Exercise goal >>
Only the number is needed: how many lines in the entries below contain the string "PORTER"?

Supplied data >>

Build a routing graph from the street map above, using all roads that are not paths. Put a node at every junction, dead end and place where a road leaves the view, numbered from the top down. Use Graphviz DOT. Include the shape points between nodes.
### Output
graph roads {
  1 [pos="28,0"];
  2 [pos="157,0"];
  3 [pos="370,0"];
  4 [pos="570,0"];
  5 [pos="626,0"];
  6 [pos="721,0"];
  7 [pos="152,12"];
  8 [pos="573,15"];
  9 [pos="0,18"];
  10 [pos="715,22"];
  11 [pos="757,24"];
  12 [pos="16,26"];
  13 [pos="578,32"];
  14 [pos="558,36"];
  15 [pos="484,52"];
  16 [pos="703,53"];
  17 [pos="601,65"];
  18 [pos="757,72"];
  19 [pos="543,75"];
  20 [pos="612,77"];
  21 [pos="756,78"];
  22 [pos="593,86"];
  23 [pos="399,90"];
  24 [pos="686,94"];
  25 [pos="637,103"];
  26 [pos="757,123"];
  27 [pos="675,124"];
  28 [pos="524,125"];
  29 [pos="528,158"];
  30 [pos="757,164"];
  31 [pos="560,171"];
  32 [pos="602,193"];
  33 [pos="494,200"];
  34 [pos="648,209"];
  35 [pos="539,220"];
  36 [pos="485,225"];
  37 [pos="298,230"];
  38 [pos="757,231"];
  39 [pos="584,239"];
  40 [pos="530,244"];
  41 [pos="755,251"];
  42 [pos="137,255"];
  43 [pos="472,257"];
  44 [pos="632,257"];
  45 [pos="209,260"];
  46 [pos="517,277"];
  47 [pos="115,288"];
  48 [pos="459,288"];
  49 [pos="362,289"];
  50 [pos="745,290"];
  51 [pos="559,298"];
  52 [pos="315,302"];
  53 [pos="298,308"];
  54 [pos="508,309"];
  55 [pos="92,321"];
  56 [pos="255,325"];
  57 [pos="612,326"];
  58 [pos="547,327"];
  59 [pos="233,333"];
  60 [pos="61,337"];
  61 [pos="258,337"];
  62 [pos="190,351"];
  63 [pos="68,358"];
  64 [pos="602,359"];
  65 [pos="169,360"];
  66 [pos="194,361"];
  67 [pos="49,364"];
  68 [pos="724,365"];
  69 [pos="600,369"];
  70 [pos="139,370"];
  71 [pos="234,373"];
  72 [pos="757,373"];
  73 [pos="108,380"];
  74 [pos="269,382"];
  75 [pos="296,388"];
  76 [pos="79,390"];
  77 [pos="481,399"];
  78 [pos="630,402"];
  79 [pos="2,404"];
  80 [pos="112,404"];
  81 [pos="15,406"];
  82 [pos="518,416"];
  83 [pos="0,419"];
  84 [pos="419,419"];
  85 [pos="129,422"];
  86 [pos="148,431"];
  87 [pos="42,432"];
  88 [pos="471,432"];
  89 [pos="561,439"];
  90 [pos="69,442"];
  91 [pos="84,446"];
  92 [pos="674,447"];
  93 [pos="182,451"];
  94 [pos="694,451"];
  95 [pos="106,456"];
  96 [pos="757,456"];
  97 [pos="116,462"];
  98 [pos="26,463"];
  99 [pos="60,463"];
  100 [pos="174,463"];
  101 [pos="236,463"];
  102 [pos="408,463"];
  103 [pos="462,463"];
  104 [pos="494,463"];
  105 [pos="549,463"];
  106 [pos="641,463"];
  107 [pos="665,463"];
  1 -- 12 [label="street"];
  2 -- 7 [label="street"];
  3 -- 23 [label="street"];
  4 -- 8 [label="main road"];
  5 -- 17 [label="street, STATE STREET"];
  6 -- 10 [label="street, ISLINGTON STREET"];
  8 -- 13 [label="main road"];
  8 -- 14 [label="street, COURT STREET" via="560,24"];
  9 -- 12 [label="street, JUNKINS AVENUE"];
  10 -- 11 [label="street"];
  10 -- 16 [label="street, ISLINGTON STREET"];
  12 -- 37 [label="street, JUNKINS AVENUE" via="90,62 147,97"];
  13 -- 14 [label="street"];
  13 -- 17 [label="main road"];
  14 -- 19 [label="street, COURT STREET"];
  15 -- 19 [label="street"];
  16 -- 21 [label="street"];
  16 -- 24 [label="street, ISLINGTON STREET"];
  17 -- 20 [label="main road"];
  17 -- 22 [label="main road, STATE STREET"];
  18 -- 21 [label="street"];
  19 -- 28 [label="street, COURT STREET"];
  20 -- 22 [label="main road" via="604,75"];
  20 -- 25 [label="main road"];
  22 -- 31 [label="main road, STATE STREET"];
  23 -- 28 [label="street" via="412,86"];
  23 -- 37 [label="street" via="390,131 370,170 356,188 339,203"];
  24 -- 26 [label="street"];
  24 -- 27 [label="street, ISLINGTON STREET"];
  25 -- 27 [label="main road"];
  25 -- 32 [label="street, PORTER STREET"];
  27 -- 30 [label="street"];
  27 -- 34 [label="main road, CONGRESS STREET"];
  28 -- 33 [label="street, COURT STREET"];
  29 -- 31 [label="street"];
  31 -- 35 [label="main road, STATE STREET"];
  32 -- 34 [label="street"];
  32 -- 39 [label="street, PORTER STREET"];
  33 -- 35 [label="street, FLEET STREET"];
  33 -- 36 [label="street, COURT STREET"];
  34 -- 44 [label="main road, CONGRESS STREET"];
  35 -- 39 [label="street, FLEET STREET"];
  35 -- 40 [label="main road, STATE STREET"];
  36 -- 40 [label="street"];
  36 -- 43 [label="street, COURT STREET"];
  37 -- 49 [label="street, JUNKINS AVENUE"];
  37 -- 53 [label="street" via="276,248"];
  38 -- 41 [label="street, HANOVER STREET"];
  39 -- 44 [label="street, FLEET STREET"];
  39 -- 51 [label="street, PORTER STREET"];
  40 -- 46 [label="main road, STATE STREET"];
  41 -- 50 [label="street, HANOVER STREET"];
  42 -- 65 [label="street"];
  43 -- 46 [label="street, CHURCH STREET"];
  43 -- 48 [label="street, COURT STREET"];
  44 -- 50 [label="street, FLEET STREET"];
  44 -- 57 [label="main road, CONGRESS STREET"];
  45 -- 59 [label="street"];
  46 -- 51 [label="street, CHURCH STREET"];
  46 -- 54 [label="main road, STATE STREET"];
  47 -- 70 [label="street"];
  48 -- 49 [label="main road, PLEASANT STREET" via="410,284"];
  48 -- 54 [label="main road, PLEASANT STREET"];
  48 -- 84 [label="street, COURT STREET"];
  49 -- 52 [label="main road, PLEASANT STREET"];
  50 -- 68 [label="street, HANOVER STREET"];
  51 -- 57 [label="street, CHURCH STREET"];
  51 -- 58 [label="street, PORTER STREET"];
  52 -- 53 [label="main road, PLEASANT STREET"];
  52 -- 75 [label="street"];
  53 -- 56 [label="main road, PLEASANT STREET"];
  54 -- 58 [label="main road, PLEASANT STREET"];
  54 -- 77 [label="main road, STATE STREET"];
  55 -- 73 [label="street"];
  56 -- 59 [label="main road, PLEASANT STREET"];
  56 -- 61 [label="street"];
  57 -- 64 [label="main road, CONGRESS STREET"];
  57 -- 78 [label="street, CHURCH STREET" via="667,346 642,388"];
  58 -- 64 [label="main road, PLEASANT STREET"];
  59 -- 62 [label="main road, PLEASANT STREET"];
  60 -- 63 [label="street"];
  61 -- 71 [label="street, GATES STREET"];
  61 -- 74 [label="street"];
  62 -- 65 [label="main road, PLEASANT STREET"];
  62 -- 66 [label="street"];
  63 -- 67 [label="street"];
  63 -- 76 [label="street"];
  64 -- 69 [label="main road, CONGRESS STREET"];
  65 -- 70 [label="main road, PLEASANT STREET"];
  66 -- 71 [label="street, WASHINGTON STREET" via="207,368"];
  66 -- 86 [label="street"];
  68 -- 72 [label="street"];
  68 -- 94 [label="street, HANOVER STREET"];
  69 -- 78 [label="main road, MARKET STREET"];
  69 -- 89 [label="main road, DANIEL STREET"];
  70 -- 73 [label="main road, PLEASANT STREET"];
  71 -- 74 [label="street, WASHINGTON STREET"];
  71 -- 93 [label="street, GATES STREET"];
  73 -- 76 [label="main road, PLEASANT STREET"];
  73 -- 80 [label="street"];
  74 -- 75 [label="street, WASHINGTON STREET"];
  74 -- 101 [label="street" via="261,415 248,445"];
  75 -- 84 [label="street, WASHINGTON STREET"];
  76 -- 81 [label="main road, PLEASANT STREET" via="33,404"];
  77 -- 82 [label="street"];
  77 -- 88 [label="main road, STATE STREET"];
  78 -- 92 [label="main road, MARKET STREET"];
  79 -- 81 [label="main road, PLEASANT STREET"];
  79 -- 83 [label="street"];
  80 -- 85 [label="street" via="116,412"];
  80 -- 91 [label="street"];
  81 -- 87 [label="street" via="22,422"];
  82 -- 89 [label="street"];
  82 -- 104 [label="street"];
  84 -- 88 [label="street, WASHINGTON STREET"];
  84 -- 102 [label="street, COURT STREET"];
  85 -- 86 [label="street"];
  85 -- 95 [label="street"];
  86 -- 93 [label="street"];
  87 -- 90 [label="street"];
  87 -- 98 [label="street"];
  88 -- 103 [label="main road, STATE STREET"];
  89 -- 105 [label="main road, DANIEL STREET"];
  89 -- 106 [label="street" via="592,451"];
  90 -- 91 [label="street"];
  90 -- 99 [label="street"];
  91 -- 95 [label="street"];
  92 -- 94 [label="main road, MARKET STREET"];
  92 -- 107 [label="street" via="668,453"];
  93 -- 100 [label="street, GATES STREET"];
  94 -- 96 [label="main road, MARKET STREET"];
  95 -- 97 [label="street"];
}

Solved exercise >>
4